Com efeito, as barreiras da burocracia alfandegária, os altos custos do transporte nacional e internacional, as tarifas aeroportuárias e de armazenagem ainda impactam negativamente as operações de importação e exportação do Brasil. As empresas, que realizam essas operações, precisam administrar diversas dificuldades a fim de desenvolverem  os seus negócios.

Além dessas dificuldades, continuar produzindo e vendendo no cenário atual de retração do consumo mundial, representa um grande desafio para as empresas. Por isso, a utilização dos instrumentos de incentivo às suas operações pode representar a redução dos custos de produção.

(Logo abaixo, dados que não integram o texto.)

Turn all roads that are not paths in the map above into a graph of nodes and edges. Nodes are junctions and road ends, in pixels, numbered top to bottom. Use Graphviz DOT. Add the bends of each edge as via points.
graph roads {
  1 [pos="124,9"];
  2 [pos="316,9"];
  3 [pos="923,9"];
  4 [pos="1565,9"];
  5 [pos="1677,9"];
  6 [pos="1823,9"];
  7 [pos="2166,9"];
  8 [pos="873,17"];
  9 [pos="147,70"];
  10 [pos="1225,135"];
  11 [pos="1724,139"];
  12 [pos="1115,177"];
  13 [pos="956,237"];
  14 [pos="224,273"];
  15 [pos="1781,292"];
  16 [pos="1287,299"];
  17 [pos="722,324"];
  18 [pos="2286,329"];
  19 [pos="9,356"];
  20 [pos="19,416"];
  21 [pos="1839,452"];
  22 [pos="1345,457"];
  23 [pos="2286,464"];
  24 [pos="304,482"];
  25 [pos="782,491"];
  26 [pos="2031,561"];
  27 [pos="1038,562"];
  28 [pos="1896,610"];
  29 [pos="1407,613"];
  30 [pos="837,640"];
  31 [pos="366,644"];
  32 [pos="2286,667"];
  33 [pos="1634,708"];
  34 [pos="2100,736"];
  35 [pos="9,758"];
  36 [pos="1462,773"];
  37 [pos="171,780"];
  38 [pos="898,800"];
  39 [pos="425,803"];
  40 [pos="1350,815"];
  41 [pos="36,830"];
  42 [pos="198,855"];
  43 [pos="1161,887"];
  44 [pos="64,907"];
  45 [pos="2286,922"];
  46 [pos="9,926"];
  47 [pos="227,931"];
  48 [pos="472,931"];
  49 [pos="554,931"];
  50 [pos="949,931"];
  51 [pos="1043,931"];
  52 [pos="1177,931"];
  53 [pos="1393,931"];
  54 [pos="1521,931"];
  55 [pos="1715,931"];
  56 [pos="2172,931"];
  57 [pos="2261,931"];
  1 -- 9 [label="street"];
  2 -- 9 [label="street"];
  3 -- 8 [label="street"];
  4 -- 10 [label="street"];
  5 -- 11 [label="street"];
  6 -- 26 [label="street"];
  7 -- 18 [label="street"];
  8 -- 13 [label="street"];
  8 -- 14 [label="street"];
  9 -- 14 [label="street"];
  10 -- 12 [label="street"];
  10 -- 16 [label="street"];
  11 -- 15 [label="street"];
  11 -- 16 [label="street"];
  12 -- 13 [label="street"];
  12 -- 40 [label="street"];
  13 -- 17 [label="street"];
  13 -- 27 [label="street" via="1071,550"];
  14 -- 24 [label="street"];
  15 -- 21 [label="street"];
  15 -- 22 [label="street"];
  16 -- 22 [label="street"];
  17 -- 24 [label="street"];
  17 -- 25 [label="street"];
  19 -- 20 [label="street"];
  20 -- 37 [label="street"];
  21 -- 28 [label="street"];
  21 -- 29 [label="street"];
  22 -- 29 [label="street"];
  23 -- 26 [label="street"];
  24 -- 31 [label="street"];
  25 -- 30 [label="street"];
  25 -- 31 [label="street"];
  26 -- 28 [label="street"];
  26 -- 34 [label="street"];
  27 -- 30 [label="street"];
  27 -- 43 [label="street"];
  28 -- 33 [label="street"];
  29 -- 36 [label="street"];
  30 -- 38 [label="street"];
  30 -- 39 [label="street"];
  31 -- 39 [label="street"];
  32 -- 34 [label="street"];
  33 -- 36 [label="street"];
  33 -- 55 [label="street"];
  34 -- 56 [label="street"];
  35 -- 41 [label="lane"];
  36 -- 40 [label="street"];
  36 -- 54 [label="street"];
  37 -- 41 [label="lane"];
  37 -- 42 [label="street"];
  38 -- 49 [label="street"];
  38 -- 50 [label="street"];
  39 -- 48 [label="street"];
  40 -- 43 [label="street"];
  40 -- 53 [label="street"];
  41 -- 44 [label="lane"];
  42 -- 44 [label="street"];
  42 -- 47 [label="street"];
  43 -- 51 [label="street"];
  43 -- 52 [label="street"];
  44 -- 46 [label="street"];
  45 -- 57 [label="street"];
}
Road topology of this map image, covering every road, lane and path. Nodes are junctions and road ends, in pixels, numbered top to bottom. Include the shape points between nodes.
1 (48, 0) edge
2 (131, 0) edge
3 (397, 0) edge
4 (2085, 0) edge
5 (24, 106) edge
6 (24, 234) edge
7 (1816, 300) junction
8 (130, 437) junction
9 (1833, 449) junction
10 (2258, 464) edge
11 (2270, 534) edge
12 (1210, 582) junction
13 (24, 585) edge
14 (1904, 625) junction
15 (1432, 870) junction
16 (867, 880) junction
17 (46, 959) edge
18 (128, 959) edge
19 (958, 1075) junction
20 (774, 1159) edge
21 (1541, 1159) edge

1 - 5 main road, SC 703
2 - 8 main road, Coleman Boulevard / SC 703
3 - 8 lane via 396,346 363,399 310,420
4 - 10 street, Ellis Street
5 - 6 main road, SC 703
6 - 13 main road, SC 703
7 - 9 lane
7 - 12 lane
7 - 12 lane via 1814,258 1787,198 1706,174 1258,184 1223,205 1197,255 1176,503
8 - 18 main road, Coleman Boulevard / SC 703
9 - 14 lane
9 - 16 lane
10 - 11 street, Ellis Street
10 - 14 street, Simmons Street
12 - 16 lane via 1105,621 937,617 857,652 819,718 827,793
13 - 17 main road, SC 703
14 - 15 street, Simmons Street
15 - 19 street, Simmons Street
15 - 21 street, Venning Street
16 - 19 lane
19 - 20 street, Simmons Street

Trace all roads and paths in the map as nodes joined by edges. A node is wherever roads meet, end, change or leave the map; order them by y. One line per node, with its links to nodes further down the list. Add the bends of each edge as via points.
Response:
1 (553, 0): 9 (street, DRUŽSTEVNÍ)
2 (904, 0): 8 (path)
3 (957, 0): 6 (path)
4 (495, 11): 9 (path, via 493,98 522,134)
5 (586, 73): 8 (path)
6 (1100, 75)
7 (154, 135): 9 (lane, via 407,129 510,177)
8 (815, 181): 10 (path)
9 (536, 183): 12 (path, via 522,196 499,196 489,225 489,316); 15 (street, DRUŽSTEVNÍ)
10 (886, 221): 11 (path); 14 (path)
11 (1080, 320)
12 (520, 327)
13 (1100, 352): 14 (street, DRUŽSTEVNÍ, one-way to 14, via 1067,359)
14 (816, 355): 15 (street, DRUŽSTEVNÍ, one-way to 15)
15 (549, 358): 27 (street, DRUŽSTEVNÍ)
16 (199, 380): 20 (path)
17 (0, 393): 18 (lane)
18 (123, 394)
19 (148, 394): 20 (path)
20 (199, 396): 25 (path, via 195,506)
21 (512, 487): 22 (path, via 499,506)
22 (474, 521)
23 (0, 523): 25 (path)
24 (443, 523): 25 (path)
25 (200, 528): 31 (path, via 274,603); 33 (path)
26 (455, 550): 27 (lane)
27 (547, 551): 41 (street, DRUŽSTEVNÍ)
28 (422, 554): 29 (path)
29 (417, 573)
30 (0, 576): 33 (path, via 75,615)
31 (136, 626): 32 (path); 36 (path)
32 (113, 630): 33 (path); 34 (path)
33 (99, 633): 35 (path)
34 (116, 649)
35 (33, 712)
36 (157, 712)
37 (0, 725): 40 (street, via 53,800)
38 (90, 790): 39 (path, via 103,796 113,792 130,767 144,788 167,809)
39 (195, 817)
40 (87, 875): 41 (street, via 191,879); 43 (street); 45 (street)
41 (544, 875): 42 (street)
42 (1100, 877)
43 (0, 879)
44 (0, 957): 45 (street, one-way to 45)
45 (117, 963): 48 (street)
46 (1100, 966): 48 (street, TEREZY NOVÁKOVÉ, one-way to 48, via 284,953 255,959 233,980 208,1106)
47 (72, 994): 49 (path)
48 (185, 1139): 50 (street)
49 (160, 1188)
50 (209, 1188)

Segundo os dados apresentados pelo Fundo Monetário Internacional (FMI), a projeção do crescimento da economia brasileira para o ano de 2021 é 3,6%, acrescentando que as exportações totais brasileiras em 2019 foram de 225 bilhões de dólares, das quais apenas, 21,8% foram realizadas e amparadas pelos Regimes Aduaneiros Especiais.

O Regime Aduaneiro Especial Drawback na modalidade Suspensão representa o principal instrumento de incentivo à exportação brasileira, permitindo a importação ou a aquisição no mercado nacional com a suspensão de tributos, dos insumos a serem empregados na industrialização de bens destinados à exportação.

Ainda em 2019, conforme divulgado pela Subsecretaria de Operações de Comércio Exterior (SUEXT), 73,8% das exportações de produtos industrializados no Brasil, foram realizadas no amparo do Regime Especial Drawback. Sendo dessa porcentagem apresentada, 45,1% são referentes aos produtos semimanufaturados e 28,7% para os produtos manufaturados.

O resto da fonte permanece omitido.